[Dataset entries]
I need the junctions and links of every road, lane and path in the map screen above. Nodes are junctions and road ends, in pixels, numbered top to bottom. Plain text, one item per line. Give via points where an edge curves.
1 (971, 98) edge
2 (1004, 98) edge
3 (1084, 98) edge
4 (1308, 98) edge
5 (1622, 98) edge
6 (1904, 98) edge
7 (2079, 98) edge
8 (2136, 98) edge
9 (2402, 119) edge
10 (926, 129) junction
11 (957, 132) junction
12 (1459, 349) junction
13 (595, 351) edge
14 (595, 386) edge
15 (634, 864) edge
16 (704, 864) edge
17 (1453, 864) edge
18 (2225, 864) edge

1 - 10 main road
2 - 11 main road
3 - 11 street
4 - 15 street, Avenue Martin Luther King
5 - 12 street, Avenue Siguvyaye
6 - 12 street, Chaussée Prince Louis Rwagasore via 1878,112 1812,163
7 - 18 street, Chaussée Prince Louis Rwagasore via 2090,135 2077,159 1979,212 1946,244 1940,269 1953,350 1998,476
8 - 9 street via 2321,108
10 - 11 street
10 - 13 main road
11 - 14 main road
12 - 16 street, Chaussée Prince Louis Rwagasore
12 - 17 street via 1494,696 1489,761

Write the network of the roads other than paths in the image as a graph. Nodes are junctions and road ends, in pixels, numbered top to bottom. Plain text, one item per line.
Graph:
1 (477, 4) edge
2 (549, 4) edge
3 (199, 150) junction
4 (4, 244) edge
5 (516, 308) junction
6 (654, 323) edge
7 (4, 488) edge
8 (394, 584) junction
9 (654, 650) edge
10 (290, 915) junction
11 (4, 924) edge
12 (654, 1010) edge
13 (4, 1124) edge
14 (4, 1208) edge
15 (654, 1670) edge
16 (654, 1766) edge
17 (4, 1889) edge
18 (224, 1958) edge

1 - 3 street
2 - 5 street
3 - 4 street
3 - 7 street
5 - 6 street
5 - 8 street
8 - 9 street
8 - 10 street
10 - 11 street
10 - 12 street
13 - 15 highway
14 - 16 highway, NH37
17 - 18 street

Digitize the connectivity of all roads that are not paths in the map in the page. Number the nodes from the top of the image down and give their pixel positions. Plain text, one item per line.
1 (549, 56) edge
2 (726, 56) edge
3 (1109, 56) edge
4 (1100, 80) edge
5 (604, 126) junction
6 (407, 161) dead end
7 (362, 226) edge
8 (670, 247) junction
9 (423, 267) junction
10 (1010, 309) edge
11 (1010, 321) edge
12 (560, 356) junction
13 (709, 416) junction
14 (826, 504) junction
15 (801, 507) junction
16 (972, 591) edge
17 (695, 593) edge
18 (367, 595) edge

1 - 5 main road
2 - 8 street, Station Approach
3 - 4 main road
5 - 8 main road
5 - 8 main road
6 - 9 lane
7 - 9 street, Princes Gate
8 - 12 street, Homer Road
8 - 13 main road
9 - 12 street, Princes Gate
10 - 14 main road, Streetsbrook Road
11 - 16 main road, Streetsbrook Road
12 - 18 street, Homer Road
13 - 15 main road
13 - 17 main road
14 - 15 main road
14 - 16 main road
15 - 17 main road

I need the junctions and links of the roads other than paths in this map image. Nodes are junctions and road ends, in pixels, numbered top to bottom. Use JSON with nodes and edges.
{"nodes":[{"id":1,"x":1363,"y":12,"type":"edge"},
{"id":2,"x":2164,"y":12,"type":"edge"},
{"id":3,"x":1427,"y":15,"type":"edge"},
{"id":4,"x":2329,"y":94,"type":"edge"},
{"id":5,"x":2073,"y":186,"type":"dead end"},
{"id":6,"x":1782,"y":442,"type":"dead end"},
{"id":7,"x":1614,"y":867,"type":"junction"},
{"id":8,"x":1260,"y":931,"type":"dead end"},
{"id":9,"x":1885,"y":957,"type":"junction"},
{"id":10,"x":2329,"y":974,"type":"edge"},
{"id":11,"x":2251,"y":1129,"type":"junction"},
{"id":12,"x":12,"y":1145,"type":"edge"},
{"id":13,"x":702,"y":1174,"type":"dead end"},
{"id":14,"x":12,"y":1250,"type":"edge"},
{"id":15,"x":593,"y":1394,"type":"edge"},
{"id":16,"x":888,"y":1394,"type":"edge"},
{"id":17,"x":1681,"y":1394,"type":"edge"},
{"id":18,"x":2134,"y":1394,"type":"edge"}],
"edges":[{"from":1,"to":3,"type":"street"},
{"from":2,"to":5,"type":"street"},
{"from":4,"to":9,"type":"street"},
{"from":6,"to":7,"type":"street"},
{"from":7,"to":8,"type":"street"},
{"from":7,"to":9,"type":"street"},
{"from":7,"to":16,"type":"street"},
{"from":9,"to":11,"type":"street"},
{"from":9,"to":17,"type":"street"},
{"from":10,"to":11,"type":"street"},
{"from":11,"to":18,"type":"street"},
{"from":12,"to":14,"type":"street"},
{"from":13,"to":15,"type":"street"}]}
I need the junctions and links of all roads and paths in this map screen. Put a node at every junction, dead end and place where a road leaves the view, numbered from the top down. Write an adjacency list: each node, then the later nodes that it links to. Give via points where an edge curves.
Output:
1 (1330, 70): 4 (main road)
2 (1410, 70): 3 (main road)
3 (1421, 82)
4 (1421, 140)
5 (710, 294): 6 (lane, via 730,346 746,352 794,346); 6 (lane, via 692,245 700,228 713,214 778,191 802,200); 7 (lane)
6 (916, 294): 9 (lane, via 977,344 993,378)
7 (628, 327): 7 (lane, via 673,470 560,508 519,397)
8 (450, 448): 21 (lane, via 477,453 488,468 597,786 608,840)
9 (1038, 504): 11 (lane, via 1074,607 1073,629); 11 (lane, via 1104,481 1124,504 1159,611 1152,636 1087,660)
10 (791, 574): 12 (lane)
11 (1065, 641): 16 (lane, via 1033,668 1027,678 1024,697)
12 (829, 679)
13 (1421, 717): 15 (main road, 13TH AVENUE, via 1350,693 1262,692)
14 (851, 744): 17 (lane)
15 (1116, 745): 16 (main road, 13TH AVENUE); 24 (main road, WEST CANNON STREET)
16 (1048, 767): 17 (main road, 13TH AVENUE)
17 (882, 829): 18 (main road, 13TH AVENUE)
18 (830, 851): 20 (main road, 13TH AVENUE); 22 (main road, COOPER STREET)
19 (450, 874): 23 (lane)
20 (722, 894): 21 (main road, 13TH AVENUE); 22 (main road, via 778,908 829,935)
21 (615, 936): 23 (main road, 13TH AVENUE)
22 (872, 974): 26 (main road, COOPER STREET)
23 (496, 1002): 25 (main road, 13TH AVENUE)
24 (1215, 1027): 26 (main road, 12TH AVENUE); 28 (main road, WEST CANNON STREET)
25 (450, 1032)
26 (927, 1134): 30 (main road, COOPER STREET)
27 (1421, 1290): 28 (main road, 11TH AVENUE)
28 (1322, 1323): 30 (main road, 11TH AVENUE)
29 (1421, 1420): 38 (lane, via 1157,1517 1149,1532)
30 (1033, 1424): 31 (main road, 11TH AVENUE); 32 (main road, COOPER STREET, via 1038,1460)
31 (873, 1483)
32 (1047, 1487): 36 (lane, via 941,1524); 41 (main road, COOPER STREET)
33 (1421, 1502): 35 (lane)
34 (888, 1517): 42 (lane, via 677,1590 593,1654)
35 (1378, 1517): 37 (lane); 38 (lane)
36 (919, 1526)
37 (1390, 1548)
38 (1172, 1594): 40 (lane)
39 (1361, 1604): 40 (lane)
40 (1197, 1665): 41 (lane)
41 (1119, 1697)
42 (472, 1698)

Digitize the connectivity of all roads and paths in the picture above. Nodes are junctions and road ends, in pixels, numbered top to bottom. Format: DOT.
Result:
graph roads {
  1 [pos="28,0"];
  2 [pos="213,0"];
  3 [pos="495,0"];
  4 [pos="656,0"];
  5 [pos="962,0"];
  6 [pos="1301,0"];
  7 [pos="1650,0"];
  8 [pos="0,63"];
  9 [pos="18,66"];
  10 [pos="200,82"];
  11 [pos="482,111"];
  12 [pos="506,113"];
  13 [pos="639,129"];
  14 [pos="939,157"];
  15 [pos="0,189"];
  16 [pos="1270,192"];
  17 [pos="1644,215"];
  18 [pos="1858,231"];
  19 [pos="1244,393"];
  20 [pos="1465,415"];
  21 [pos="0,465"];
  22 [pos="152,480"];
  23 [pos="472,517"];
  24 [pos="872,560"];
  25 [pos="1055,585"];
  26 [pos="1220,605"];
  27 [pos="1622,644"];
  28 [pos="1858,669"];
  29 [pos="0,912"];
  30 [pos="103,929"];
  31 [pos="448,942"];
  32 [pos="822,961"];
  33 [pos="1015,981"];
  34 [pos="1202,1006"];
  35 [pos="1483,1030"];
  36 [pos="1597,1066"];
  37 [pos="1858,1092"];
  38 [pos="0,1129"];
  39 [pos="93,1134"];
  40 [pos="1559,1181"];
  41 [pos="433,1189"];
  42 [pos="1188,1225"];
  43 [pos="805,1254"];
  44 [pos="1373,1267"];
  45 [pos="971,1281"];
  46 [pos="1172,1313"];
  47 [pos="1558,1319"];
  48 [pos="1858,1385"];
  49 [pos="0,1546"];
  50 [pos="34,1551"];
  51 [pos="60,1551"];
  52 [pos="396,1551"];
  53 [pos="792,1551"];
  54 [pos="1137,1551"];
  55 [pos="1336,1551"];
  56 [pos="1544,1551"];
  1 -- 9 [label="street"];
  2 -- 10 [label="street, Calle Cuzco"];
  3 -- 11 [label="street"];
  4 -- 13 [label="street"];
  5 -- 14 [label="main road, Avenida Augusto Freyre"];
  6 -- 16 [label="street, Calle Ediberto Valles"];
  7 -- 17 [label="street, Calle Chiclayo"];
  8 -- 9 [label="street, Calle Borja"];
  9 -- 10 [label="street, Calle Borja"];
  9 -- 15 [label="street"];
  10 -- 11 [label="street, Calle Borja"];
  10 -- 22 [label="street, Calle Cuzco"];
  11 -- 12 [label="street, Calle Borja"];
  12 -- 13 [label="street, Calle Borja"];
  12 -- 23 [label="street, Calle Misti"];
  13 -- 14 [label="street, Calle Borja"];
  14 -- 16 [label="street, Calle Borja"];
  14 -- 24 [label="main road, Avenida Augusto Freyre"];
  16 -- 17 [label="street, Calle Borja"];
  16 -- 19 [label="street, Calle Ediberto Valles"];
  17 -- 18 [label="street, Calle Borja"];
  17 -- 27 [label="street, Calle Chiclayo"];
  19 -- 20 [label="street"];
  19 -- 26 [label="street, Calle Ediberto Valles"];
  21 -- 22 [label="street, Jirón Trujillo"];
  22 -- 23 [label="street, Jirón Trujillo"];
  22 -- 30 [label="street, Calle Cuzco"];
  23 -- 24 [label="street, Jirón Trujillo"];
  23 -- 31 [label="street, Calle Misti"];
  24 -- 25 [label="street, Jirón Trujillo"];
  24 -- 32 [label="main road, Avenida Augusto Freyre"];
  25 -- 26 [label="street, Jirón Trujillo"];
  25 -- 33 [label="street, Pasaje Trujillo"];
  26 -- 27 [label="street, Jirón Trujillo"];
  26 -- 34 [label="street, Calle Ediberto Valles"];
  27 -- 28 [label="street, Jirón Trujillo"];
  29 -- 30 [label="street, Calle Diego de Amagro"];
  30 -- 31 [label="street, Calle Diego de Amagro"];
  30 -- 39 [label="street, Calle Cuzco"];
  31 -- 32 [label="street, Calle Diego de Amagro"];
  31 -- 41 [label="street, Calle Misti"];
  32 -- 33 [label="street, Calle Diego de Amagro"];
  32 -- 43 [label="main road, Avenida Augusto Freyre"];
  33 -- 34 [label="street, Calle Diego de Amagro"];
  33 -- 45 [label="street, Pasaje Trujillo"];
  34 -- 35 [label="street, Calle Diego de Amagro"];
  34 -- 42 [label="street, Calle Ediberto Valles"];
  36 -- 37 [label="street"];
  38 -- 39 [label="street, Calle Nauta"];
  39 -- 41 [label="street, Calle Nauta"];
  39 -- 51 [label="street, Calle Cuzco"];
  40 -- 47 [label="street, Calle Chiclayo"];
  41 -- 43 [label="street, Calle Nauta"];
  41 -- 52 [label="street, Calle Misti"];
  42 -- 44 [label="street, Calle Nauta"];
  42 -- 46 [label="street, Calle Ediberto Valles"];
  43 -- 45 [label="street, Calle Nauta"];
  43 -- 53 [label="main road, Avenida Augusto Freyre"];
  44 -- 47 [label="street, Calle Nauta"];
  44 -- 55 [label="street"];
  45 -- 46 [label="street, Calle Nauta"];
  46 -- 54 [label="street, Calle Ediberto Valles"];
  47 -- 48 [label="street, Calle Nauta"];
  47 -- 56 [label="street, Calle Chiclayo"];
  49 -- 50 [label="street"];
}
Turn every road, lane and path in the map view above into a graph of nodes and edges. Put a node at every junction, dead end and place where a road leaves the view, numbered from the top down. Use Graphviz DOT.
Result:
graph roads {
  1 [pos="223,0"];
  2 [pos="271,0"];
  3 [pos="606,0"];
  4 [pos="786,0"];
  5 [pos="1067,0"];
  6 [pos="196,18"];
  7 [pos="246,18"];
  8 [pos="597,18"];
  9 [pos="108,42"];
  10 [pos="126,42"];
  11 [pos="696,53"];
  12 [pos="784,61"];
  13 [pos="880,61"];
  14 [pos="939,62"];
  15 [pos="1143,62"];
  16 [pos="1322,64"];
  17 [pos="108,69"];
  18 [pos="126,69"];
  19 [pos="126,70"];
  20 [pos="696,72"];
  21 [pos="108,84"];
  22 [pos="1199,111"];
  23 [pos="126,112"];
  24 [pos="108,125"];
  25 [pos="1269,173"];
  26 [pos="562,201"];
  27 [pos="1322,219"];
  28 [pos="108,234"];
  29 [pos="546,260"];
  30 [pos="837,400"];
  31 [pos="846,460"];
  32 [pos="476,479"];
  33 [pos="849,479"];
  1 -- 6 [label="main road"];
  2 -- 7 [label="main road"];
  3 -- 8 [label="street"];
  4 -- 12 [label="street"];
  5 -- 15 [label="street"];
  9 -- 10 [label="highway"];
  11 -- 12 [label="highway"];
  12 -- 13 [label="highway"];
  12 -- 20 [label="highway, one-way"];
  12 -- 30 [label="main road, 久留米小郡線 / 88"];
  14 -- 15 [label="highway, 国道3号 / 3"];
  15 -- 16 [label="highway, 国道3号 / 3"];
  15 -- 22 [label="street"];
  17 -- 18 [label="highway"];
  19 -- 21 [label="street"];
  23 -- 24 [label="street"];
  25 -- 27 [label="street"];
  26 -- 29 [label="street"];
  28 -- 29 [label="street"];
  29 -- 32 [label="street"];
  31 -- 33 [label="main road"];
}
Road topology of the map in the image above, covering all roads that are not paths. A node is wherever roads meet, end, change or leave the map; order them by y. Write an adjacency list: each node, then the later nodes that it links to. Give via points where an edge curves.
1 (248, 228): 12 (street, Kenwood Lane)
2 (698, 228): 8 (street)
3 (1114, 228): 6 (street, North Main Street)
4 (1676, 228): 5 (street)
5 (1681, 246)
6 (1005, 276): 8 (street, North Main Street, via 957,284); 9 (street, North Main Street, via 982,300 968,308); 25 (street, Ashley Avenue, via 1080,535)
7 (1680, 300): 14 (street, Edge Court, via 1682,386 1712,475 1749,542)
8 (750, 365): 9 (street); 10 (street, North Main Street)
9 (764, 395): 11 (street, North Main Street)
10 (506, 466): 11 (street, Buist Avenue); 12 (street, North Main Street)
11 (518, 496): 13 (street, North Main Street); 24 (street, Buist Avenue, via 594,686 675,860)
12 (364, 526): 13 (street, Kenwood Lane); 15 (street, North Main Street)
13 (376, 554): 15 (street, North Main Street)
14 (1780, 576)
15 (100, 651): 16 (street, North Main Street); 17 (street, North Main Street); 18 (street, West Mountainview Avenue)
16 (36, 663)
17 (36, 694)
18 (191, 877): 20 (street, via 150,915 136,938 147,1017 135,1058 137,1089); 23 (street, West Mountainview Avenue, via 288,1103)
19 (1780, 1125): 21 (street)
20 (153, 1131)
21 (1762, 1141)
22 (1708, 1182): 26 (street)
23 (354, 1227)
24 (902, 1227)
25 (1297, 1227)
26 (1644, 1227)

■ Description of the task
Which of the lines in the data contain the string "Mountainview"? Return each one.

■ Answer to the problem
15 (100, 651): 16 (street, North Main Street); 17 (street, North Main Street); 18 (street, West Mountainview Avenue)
18 (191, 877): 20 (street, via 150,915 136,938 147,1017 135,1058 137,1089); 23 (street, West Mountainview Avenue, via 288,1103)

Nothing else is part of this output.